### Aim of the exercise
The answer must consist of every line from the entries below that contains the word "bounding".

### Exercise inputs
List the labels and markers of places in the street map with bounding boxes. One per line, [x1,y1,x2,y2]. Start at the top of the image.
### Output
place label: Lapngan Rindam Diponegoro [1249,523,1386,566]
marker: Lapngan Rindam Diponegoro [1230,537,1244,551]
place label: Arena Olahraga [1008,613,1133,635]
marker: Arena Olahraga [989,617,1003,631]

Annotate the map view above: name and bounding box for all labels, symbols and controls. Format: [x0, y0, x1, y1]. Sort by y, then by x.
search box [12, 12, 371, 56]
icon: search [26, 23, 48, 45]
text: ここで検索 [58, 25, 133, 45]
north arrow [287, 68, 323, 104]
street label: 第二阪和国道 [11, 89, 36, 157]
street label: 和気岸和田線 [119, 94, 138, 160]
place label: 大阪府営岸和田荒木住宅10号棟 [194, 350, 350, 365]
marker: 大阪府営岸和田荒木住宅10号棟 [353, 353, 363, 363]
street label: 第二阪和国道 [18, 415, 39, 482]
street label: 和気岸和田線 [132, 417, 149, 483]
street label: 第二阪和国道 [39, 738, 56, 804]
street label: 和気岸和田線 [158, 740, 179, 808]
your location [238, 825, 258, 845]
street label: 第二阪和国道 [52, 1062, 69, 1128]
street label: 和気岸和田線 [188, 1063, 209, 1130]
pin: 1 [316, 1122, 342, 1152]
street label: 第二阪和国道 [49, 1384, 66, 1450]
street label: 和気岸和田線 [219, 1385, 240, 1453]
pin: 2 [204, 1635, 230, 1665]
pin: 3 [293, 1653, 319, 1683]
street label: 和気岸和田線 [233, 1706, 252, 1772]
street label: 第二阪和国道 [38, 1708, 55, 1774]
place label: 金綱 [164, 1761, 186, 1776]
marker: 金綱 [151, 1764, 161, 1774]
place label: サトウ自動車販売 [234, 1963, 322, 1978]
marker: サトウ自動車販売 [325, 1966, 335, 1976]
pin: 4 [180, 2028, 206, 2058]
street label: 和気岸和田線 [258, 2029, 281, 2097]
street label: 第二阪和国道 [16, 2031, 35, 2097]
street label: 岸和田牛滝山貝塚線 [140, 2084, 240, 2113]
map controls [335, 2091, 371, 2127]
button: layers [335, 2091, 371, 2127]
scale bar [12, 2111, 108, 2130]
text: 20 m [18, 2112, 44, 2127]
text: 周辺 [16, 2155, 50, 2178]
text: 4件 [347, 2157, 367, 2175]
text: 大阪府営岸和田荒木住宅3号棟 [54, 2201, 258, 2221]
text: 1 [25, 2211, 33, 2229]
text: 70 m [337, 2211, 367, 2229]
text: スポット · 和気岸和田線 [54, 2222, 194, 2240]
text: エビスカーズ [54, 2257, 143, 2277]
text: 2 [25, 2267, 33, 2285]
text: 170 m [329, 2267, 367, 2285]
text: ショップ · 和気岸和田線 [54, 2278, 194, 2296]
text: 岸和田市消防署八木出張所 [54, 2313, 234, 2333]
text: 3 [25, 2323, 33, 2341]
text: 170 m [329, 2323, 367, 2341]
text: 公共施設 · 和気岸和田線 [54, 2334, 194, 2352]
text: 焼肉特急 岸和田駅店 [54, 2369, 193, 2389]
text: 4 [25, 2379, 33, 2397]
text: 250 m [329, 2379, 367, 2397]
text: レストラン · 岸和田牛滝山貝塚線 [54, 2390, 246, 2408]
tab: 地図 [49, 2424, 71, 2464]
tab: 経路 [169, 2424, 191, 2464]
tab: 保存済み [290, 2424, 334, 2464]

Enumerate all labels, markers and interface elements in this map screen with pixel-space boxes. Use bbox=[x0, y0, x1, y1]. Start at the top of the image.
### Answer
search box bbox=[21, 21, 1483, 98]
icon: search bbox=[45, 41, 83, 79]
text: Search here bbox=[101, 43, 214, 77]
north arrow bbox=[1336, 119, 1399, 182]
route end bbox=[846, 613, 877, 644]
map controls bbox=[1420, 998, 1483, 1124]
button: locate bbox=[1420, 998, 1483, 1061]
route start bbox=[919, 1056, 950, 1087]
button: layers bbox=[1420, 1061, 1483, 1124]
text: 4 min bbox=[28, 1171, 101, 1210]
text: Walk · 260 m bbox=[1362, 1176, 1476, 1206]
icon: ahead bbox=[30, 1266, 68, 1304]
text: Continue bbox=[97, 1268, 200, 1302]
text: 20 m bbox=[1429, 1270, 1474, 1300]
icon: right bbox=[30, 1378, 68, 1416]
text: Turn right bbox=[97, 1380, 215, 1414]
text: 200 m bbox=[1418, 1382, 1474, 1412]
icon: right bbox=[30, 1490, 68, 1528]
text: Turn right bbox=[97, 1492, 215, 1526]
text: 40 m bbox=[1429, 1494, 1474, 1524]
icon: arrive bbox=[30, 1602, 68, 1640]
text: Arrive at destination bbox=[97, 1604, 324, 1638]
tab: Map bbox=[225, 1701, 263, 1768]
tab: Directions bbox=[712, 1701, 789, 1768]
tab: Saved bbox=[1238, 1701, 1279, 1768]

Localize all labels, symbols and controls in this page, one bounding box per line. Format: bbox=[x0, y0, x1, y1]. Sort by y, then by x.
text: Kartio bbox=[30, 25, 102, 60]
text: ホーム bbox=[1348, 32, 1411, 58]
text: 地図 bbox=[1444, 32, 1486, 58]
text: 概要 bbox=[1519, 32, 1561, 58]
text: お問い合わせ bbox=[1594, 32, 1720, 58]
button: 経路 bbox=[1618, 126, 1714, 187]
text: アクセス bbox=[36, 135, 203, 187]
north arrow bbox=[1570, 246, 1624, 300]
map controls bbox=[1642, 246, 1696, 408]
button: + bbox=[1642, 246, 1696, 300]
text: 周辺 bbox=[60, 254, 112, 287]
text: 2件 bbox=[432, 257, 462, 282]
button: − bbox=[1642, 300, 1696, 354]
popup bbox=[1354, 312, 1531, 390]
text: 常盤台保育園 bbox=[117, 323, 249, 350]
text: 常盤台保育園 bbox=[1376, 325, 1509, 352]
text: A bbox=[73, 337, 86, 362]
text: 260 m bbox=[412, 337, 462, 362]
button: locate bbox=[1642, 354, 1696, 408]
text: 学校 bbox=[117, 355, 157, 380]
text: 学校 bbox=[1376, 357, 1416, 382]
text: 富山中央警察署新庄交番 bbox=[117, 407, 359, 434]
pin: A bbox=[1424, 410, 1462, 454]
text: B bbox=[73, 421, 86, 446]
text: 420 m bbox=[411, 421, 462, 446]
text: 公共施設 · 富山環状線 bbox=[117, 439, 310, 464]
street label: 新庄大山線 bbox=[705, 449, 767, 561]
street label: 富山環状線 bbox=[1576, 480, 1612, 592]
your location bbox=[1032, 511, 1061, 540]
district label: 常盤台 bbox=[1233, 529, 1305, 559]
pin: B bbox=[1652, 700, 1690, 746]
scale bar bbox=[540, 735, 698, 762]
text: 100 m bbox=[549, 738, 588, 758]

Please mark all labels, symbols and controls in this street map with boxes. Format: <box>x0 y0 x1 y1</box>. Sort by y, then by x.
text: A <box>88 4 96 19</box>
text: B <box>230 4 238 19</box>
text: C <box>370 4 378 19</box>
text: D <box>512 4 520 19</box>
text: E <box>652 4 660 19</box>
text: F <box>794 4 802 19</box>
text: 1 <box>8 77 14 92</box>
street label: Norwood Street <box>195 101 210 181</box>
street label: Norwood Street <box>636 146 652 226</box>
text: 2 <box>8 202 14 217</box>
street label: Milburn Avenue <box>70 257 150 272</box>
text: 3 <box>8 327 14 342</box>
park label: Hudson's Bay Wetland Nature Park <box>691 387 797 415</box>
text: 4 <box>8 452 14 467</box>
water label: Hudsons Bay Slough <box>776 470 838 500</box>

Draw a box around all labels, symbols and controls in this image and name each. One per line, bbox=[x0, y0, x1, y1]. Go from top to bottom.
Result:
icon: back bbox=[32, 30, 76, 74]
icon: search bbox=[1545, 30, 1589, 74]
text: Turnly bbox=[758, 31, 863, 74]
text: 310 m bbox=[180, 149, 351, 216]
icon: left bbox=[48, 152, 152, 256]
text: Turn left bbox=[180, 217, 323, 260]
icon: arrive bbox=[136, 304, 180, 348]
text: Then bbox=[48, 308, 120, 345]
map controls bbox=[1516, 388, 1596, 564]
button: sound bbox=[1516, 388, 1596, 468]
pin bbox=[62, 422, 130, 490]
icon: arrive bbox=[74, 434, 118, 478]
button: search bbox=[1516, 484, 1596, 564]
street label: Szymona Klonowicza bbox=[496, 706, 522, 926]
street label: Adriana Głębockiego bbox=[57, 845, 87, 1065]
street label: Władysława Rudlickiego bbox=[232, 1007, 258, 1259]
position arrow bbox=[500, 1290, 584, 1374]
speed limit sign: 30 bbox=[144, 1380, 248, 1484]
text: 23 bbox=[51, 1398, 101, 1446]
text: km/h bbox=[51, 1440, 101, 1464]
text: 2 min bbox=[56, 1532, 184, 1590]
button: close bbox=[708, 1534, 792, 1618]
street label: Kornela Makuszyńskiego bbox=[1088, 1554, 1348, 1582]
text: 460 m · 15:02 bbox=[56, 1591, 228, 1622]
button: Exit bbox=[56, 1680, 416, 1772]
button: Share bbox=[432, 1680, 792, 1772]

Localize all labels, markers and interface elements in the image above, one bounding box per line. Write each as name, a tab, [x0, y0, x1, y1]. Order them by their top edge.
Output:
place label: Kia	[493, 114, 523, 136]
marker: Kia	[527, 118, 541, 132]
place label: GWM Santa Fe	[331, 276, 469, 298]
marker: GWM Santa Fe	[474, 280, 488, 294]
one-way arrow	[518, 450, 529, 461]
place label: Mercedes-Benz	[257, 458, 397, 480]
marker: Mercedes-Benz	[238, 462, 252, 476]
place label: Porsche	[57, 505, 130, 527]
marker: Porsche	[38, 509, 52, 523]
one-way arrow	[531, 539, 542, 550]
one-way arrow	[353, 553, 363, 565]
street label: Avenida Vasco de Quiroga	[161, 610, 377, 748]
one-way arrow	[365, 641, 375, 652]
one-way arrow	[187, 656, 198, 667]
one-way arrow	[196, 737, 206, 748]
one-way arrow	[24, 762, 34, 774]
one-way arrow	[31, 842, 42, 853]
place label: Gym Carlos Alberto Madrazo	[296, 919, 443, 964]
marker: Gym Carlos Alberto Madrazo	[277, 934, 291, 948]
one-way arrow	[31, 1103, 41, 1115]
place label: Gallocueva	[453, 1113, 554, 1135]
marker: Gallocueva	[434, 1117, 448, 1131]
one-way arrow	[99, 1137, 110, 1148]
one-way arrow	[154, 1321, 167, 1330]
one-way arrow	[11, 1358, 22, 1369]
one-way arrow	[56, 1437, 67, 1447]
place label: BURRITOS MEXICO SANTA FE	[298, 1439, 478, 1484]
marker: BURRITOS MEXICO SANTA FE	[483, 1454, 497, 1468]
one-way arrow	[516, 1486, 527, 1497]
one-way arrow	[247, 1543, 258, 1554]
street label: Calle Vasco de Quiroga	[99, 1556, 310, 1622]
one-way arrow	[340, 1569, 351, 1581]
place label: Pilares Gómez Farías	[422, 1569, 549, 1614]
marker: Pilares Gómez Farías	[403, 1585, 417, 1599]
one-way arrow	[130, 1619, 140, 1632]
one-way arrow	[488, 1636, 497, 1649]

### Expected answer
List the labels and markers of places in the street map with bounding boxes. One per line, [x1,y1,x2,y2]. Start at the top of the image.
Annotate the map view above: name and bounding box for all labels, symbols and controls. Format: [x0, y0, x1, y1]. Sort by y, then by x.
Localize all labels, symbols and controls in this page, one bounding box per line. Format: bbox=[x0, y0, x1, y1]. Sort by y, then by x.
Localize all labels, markers and interface elements in the image above, one bounding box per line. Write each as name, a tab, [x0, y0, x1, y1]. Order them by their top edge.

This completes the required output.